Non nego che la questione della pace è una di quelle in cui mi sono spostato di più, se è vero che a quindici anni ho inaugurato la mia un po’ sconclusionata e molto altalenante militanza politica con le manifestazioni contro la guerra nel Vietnam; e ascoltando i cantautori pacifisti e Dylan (si cantava convinti la sua ‘Blowin’ in the wind’ nelle messe alternative del post concilio che frequentavo da ‘cattolico del dissenso’, definizione oggi obsoleta, ma allora piena di significati). Sul tema della pace e della guerra con loro, con i miei amici di sempre, prima di tutto vorrei parlare di questo mio spostamento. E delle mie ragioni. Sarà perciò un editoriale molto lungo, ma esplicitare ragioni complesse lo richiede, e lo affronti chi ritiene ben speso il tempo di una lettura approfondita.
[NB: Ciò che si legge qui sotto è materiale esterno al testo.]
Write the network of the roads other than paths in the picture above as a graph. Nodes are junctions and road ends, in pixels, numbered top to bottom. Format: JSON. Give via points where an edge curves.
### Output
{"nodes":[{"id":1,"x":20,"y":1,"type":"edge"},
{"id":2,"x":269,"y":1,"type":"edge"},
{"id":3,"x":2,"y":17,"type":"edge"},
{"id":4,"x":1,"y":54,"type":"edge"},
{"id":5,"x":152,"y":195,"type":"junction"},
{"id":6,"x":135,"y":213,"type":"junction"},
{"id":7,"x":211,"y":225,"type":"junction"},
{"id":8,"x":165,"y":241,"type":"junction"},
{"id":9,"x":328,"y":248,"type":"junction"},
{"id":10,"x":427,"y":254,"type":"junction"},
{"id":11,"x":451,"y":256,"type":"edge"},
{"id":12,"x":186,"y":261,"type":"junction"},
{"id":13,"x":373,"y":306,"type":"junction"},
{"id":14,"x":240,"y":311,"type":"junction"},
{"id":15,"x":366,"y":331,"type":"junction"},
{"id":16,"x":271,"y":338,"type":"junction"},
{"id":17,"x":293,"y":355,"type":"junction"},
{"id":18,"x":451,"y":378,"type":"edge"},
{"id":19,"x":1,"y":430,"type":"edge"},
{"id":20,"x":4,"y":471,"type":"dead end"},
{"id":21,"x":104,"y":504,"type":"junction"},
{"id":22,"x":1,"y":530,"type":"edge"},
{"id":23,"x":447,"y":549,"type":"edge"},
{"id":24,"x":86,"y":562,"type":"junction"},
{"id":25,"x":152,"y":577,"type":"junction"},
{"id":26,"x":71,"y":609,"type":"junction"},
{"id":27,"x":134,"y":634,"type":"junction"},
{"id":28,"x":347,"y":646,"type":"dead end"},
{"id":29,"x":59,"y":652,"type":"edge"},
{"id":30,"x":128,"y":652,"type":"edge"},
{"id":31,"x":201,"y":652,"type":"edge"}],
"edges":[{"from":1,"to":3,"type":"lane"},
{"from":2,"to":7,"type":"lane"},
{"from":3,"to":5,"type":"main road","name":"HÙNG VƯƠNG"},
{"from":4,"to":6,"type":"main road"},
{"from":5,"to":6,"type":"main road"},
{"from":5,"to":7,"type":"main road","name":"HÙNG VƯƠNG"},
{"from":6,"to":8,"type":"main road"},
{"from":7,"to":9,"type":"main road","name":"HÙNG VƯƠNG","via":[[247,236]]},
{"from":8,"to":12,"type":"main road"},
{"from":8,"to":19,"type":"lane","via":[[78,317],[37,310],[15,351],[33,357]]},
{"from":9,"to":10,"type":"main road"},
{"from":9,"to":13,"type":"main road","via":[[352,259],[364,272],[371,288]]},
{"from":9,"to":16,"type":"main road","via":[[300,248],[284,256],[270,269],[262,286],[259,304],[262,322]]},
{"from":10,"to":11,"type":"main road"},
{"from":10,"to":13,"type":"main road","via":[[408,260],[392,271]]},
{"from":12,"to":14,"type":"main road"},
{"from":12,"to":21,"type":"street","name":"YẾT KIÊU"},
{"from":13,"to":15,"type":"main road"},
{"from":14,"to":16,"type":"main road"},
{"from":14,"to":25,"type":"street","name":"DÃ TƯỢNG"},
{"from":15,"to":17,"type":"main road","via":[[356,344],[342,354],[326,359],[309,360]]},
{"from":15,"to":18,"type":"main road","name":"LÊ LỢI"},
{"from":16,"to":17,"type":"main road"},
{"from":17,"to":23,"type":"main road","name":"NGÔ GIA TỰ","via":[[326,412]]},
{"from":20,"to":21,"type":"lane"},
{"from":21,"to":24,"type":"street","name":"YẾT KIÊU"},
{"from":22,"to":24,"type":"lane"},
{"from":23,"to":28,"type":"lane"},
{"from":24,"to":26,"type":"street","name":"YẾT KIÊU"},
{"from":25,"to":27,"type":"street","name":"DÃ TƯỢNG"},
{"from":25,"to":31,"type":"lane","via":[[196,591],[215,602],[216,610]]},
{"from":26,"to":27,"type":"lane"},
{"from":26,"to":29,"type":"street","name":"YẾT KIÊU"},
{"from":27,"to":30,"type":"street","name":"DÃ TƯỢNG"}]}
Dunque. Chi sono i pacifisti? È difficile dirlo, perché dietro a questa definizione si celano umori, pensieri, azioni a parer mio molto diversi, con obiettivi diversi e con analisi molto diverse sulle situazioni belliche e soprattutto sui loro protagonisti. All’interno di questa categoria così composita c’è tuttavia un sentimento per la pace sincero nella sua radicalità. Questo sentimento radicalmente pacifista non è però di tutti. Incistate nel pacifismo ci sono posizioni che lo graduano a seconda degli attori in campo, assolvendo nelle azioni belliche coloro che considerano amici e condannando senza attenuanti coloro che considerano nemici. D’altra parte, come si vedrà, devo ammettere che io stesso mi regolo nello stesso modo, seppure graduando in modo, se si vuole, inverso a certi pacifisti a senso unico.
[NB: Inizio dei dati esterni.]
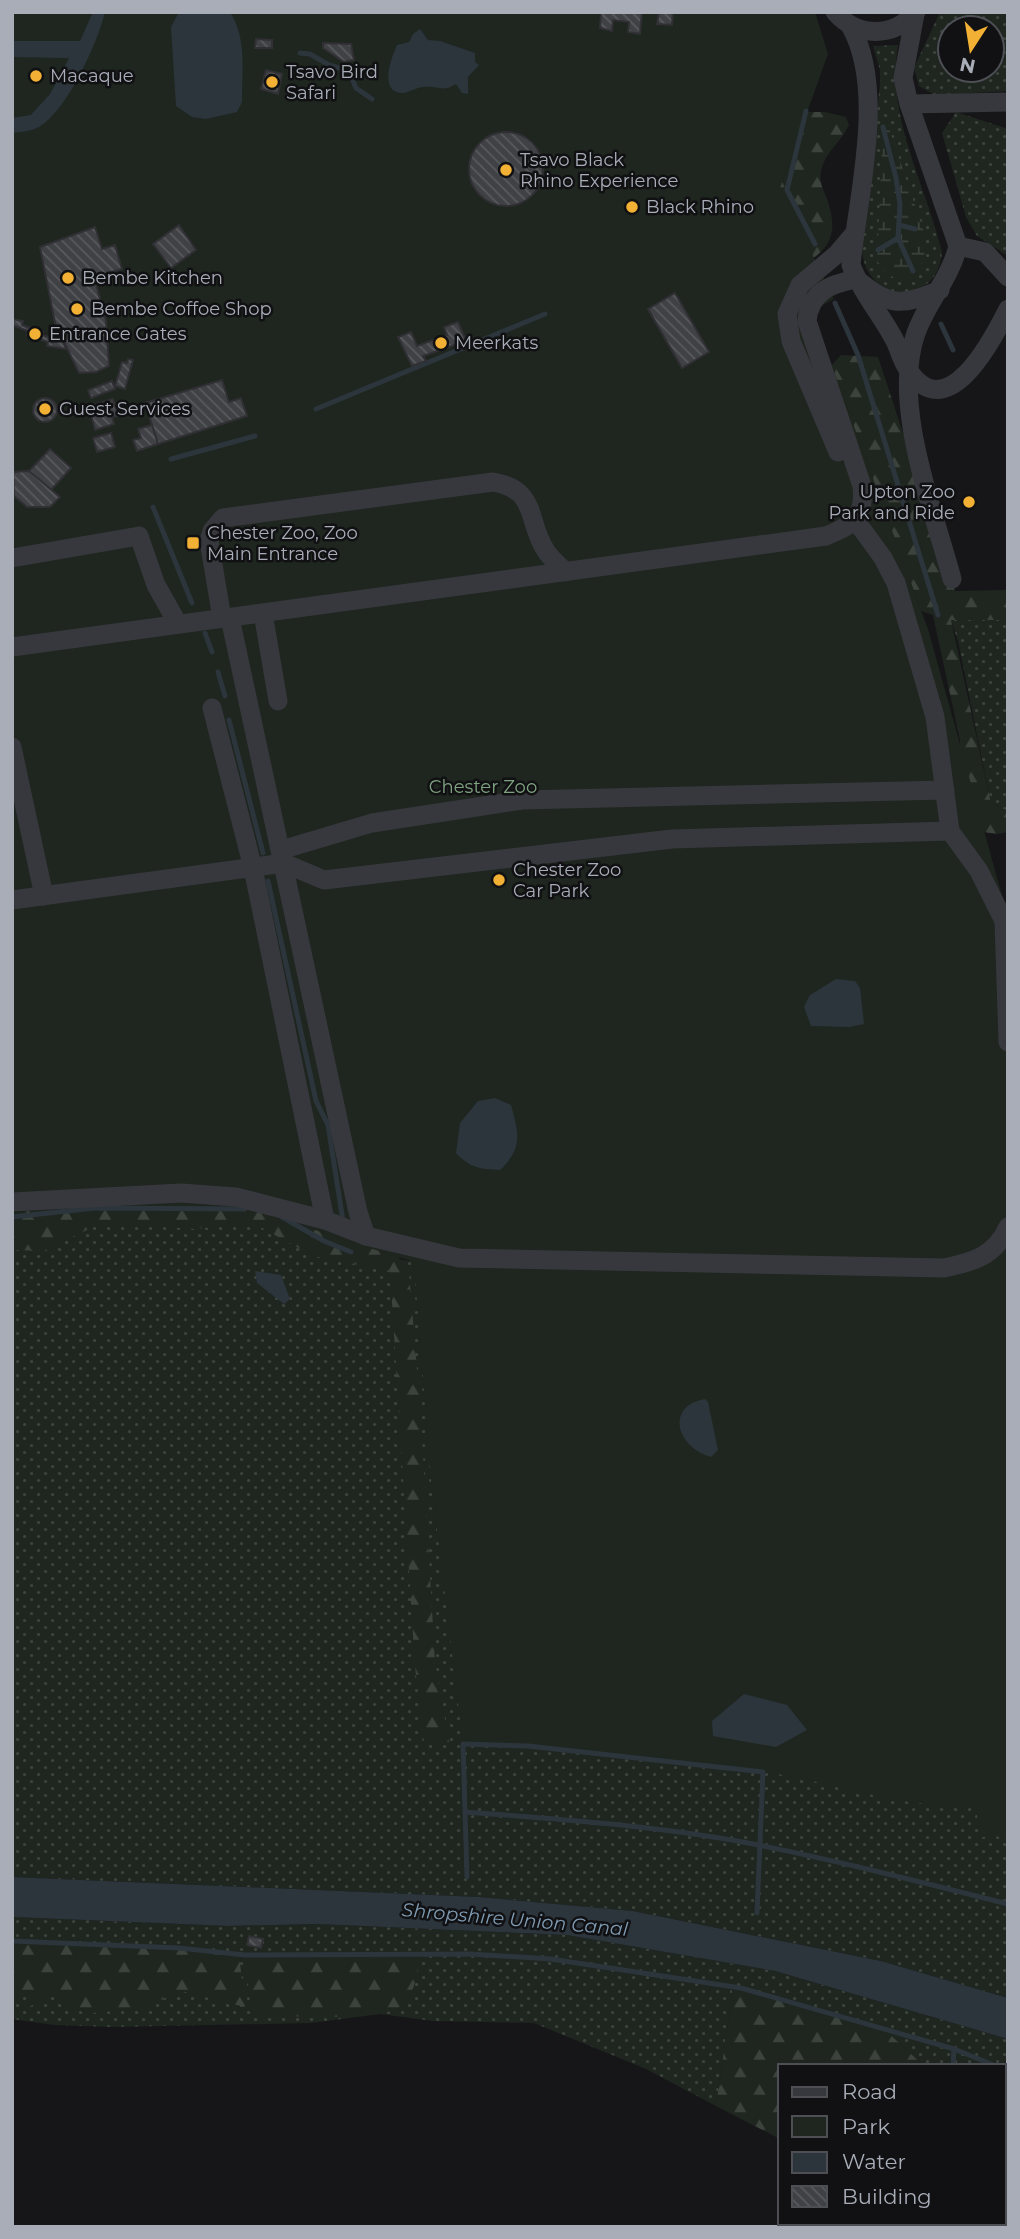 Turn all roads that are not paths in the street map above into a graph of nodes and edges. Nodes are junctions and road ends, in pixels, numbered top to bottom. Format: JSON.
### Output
{"nodes":[{"id":1,"x":835,"y":12,"type":"edge"},
{"id":2,"x":916,"y":13,"type":"edge"},
{"id":3,"x":851,"y":27,"type":"junction"},
{"id":4,"x":1008,"y":103,"type":"edge"},
{"id":5,"x":909,"y":104,"type":"junction"},
{"id":6,"x":854,"y":234,"type":"junction"},
{"id":7,"x":958,"y":246,"type":"junction"},
{"id":8,"x":1008,"y":276,"type":"edge"},
{"id":9,"x":856,"y":279,"type":"junction"},
{"id":10,"x":940,"y":290,"type":"junction"},
{"id":11,"x":1008,"y":309,"type":"edge"},
{"id":12,"x":907,"y":369,"type":"junction"},
{"id":13,"x":849,"y":525,"type":"junction"},
{"id":14,"x":12,"y":558,"type":"edge"},
{"id":15,"x":565,"y":572,"type":"junction"},
{"id":16,"x":952,"y":579,"type":"dead end"},
{"id":17,"x":263,"y":613,"type":"junction"},
{"id":18,"x":226,"y":618,"type":"junction"},
{"id":19,"x":178,"y":624,"type":"junction"},
{"id":20,"x":12,"y":647,"type":"edge"},
{"id":21,"x":278,"y":701,"type":"dead end"},
{"id":22,"x":212,"y":708,"type":"dead end"},
{"id":23,"x":12,"y":747,"type":"edge"},
{"id":24,"x":945,"y":790,"type":"junction"},
{"id":25,"x":950,"y":831,"type":"junction"},
{"id":26,"x":282,"y":856,"type":"junction"},
{"id":27,"x":253,"y":868,"type":"junction"},
{"id":28,"x":44,"y":896,"type":"junction"},
{"id":29,"x":12,"y":900,"type":"edge"},
{"id":30,"x":1008,"y":1042,"type":"edge"},
{"id":31,"x":12,"y":1202,"type":"edge"},
{"id":32,"x":325,"y":1220,"type":"junction"},
{"id":33,"x":1008,"y":1227,"type":"edge"},
{"id":34,"x":366,"y":1236,"type":"junction"}],
"edges":[{"from":1,"to":3,"type":"street"},
{"from":2,"to":3,"type":"street"},
{"from":2,"to":5,"type":"street"},
{"from":3,"to":6,"type":"street"},
{"from":4,"to":5,"type":"street"},
{"from":5,"to":7,"type":"street"},
{"from":6,"to":9,"type":"street"},
{"from":6,"to":13,"type":"street"},
{"from":7,"to":8,"type":"street"},
{"from":7,"to":10,"type":"street"},
{"from":9,"to":10,"type":"street"},
{"from":9,"to":12,"type":"street"},
{"from":9,"to":13,"type":"street"},
{"from":10,"to":12,"type":"street"},
{"from":11,"to":12,"type":"street"},
{"from":12,"to":16,"type":"street"},
{"from":13,"to":15,"type":"street"},
{"from":13,"to":24,"type":"street"},
{"from":14,"to":19,"type":"street"},
{"from":15,"to":17,"type":"street"},
{"from":15,"to":18,"type":"street"},
{"from":17,"to":18,"type":"street"},
{"from":17,"to":21,"type":"street"},
{"from":18,"to":19,"type":"street"},
{"from":18,"to":26,"type":"street"},
{"from":19,"to":20,"type":"street"},
{"from":22,"to":27,"type":"street"},
{"from":23,"to":28,"type":"street"},
{"from":24,"to":25,"type":"street"},
{"from":24,"to":26,"type":"street"},
{"from":25,"to":26,"type":"street"},
{"from":25,"to":30,"type":"street"},
{"from":26,"to":27,"type":"street"},
{"from":26,"to":34,"type":"street"},
{"from":27,"to":28,"type":"street"},
{"from":27,"to":32,"type":"street"},
{"from":28,"to":29,"type":"street"},
{"from":31,"to":32,"type":"street"},
{"from":32,"to":34,"type":"street"},
{"from":33,"to":34,"type":"street"}]}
È però all’amico e al pacifista sincero ed autentico, non a senso unico, che vorrei rivolgermi, di qualunque tipo sia, dal momento che il rispetto e la comprensione verso di lui da parte mia è totale.
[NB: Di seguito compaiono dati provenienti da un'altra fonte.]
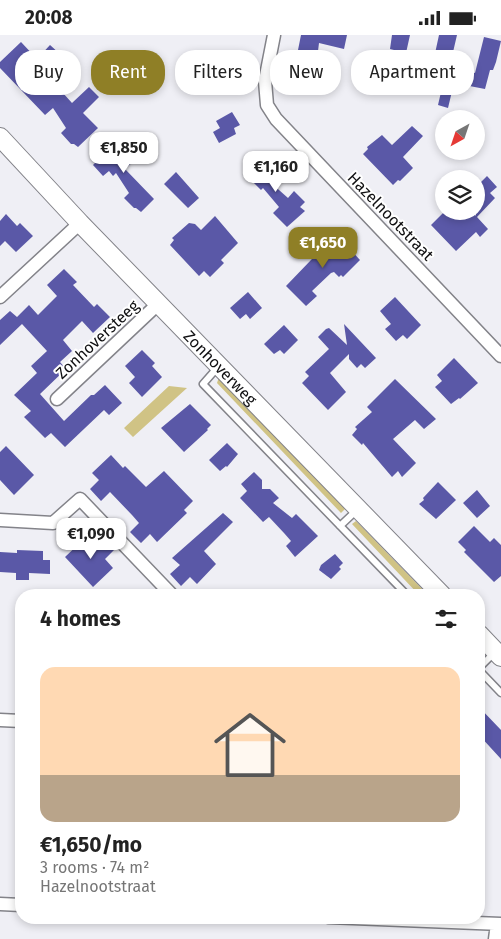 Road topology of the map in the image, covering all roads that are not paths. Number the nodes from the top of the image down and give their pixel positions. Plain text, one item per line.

È a lui, dunque, che mi rivolgo per chiedere di accogliere tra le sue fila anche chi, analizzando le situazioni date, pensa che la pace sia una conquista che necessita di un lungo lavoro che si misura sugli anni e sui decenni, se la si vuole duratura e, kantianamente, ‘perpetua’. E che, per perseguirla in modo granitico su questi tempi lunghi, accetta, nei tempi più brevi che ci sono dati, la contraddizione dell’uso della forza in alcuni ben precisi e individuati casi. Ritenendola una necessità ‘giusta’, fino a che resta necessità, una via obbligata. E in ciò trovo un sostegno sul concetto di ‘giustizia’, ancora del tutto attuale, elaborato dal politologo democratico americano John Rawls, che nella sua opera più celebre, “Una teoria della giustizia”, fa un passaggio chiave anche sulla guerra ‘giusta’. E il richiamo che si può fare alle resistenze partigiane ‘giuste’ contro il nazifascismo di 80 anni fa non è un espediente strumentale, ma un riferimento che deve far riflettere il pacifista radicale che non ammette se e ma. E si potrebbe aggiungere, per far riflettere, anche l’intervento, direi piuttosto decisivo e ancora più necessario allora, delle truppe alleate. Anche se il giudizio su quell’intervento è molto più complesso; dal momento che gli alleati, oltre a sacrificare centinaia di migliaia di militari loro concittadini, hanno compiuto scientemente anche atti che a posteriori possono essere giudicati come veri e propri ‘crimini di guerra’ verso la popolazione civile ritenuta avversaria, quella italiana compresa. Necessari quei ‘crimini’? Ognuno consulti la storia reale e si dia una risposta. Io, lo confesso, non so ancora darla, ma non posso non vedere che ci sia una risposta quantomeno in ‘bilico’ tra la ferma condanna e la ‘giustezza estrema’ anche di certi ‘crimini’.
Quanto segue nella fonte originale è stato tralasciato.